Task requirements: Your response should contain every line from the data below that holds the string "Garden".

Recorded data:
=== Section Start ===

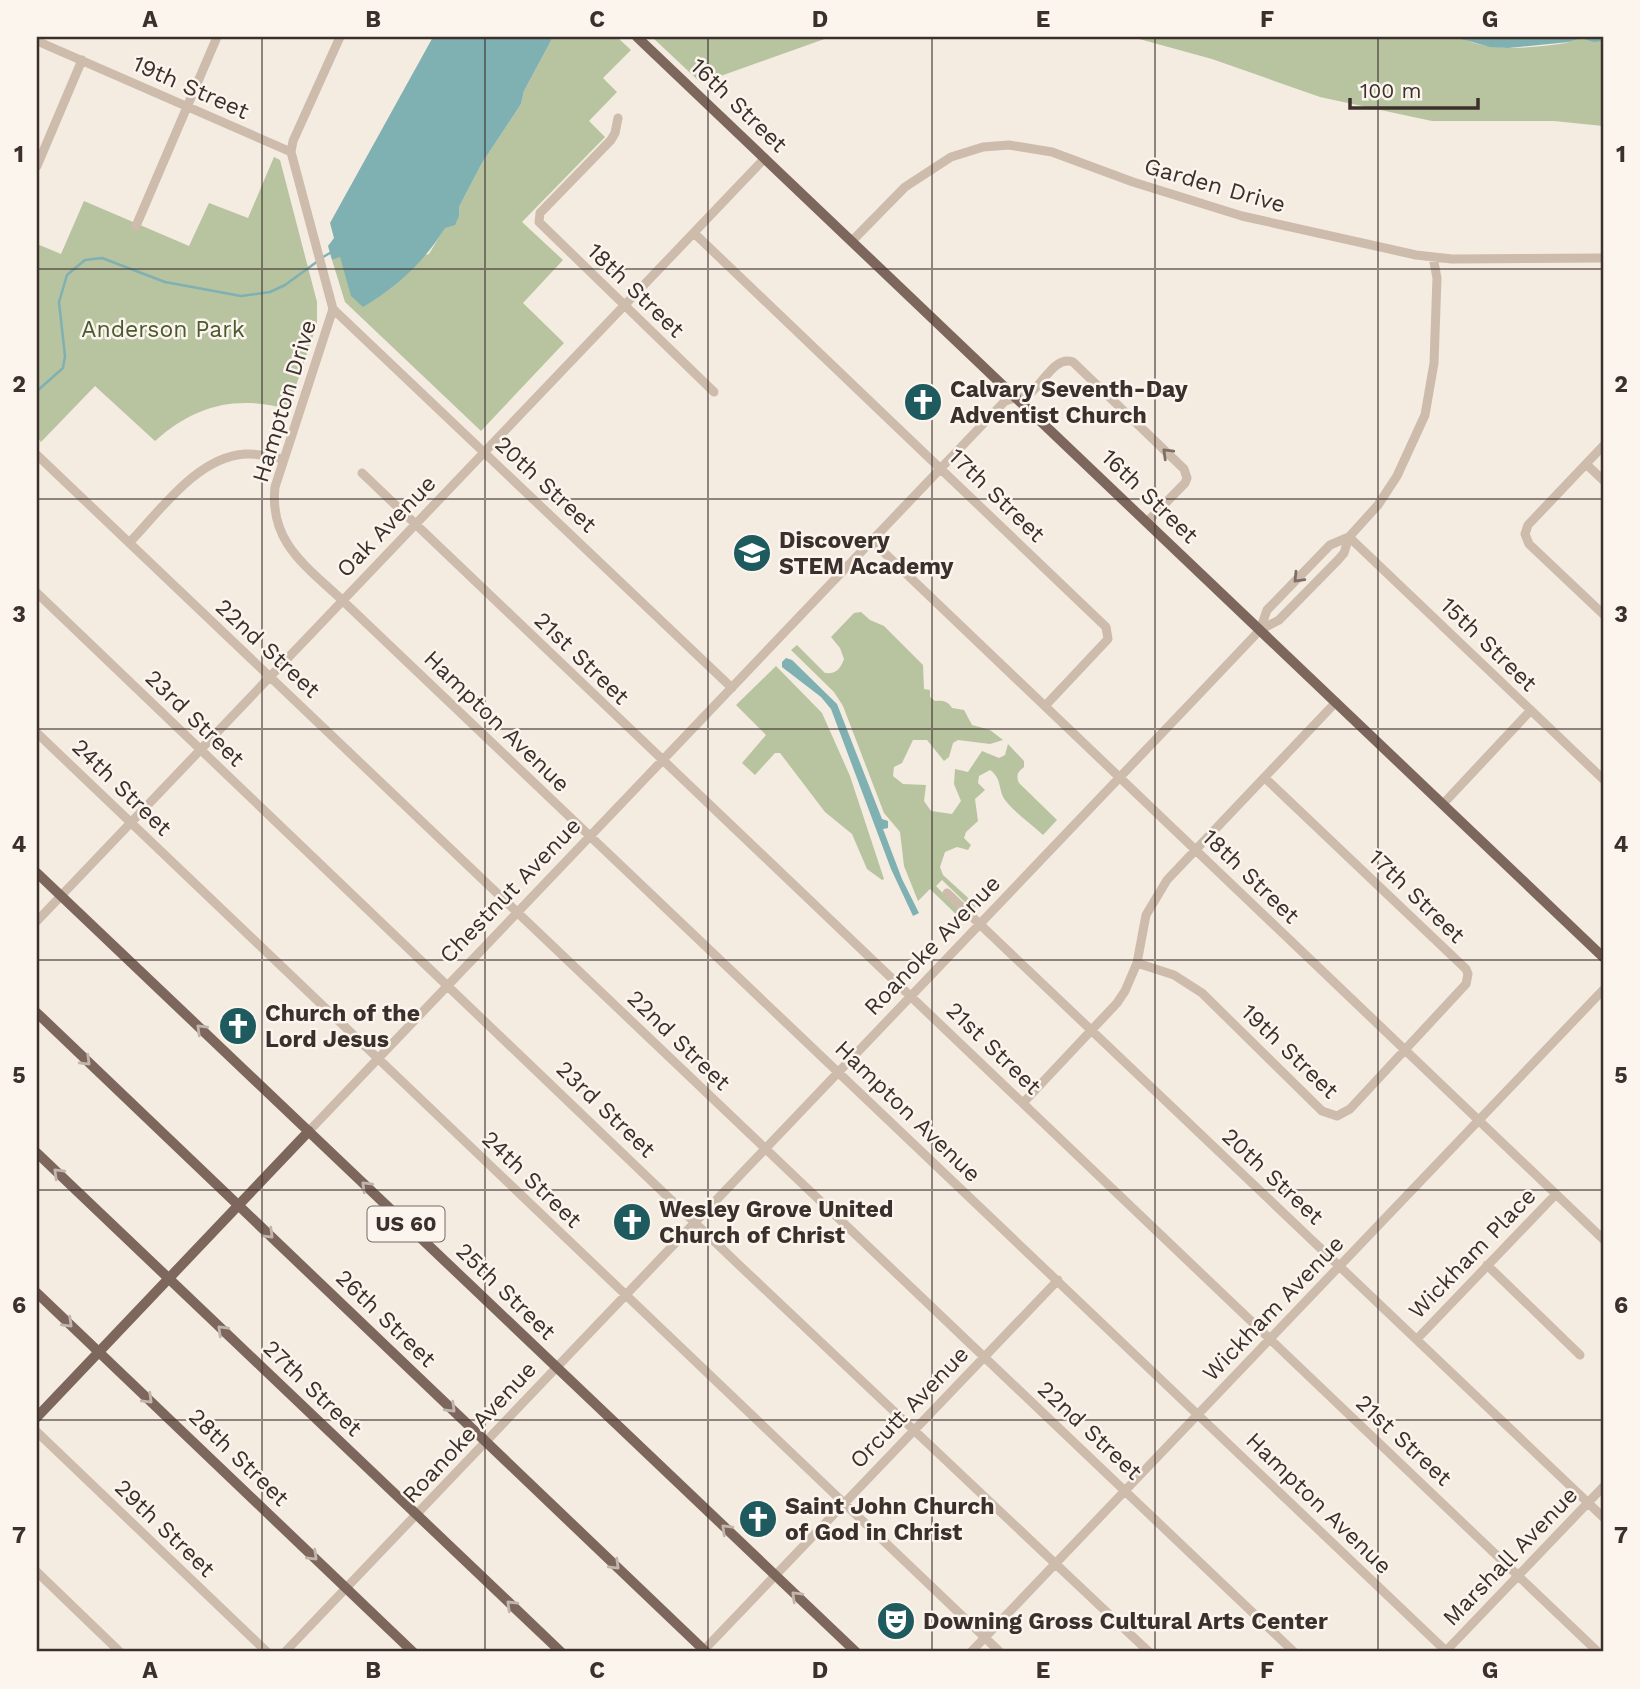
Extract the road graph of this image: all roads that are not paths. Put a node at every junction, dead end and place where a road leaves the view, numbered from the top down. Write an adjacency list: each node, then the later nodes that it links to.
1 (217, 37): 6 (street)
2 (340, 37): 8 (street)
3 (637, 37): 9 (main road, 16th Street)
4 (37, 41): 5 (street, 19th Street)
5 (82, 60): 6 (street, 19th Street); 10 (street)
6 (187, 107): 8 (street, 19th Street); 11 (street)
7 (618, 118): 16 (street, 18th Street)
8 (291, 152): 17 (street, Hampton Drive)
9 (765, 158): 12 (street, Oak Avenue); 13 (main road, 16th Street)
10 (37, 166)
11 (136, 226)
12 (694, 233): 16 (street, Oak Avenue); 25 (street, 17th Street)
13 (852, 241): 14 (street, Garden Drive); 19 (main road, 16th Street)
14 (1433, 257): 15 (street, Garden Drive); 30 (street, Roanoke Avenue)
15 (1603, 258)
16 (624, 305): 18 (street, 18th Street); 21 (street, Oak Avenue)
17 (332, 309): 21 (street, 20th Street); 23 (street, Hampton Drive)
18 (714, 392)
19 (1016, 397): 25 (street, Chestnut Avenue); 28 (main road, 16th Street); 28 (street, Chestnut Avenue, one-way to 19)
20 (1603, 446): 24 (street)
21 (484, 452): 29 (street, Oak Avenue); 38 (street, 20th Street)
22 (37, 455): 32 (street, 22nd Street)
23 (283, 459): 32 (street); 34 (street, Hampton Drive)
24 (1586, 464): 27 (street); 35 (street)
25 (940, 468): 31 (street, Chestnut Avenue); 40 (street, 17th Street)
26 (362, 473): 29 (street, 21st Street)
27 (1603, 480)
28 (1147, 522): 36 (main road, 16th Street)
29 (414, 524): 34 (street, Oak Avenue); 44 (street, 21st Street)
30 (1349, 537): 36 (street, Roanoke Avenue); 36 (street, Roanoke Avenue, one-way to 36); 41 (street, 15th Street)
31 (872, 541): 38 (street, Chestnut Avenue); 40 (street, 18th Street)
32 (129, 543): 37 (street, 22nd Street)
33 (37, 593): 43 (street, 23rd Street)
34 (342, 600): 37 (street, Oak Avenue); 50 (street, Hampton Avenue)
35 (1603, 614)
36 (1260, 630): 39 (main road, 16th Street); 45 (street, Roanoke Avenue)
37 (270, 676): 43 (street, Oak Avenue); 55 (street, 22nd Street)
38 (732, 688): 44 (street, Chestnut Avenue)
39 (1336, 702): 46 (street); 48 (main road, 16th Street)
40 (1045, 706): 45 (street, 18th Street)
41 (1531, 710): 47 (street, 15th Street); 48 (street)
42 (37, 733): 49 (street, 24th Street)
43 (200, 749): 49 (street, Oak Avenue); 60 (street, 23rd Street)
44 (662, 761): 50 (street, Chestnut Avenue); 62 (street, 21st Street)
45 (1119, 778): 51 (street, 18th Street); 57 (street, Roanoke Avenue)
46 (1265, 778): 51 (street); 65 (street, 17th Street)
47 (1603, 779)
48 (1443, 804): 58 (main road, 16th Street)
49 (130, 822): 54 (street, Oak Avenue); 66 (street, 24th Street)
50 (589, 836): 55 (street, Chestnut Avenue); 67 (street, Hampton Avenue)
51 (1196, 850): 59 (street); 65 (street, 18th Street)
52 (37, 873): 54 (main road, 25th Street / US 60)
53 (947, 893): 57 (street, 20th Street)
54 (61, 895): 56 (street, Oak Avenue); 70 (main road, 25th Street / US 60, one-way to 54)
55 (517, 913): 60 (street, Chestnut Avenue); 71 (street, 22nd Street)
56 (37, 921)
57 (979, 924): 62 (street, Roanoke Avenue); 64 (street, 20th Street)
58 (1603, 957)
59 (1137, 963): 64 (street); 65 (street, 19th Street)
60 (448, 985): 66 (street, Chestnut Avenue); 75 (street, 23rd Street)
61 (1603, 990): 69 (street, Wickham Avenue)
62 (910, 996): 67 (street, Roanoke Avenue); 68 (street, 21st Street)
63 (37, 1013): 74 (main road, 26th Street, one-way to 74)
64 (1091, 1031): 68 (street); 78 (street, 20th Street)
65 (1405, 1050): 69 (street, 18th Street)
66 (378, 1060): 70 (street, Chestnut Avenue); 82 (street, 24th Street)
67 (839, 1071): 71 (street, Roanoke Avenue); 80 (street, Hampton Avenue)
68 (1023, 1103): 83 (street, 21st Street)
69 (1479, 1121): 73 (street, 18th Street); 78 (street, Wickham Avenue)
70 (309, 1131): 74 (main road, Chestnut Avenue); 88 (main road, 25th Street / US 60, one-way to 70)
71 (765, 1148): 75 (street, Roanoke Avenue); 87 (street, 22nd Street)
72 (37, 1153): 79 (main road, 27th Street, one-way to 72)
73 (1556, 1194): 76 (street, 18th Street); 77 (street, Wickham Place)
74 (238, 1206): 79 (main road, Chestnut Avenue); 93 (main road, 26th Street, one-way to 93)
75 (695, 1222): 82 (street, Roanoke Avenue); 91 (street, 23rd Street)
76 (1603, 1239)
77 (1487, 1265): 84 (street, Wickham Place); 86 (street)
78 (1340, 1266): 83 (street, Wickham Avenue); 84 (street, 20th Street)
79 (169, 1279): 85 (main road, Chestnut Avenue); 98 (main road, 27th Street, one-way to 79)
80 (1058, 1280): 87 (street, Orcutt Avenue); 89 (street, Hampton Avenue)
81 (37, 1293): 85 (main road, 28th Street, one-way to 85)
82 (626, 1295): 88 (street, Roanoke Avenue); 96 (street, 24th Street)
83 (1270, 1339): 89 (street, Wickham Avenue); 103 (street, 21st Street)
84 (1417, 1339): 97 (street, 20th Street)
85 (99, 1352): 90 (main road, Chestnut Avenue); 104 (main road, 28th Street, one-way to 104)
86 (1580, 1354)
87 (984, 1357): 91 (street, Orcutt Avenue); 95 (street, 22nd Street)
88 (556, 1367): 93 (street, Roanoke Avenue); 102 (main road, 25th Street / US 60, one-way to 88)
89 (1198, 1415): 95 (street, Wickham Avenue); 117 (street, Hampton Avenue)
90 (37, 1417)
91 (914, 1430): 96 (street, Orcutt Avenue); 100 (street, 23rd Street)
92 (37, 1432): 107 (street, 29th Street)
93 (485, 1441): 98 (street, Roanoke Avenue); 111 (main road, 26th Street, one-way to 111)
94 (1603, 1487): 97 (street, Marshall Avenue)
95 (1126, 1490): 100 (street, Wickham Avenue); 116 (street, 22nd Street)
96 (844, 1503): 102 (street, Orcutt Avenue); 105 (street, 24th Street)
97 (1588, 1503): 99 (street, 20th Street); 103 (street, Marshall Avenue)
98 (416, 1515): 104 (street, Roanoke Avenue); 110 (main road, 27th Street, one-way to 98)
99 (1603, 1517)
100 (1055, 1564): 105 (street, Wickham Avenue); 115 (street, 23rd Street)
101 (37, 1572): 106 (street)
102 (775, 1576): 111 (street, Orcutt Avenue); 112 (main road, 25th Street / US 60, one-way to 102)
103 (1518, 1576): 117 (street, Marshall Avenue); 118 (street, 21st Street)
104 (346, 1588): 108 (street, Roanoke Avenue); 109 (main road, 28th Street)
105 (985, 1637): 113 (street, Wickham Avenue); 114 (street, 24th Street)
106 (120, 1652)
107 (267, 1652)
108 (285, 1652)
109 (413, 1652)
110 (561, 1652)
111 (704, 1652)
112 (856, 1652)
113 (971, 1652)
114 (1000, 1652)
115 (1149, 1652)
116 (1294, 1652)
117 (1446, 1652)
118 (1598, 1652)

=== Section End ===

Result for this task:
13 (852, 241): 14 (street, Garden Drive); 19 (main road, 16th Street)
14 (1433, 257): 15 (street, Garden Drive); 30 (street, Roanoke Avenue)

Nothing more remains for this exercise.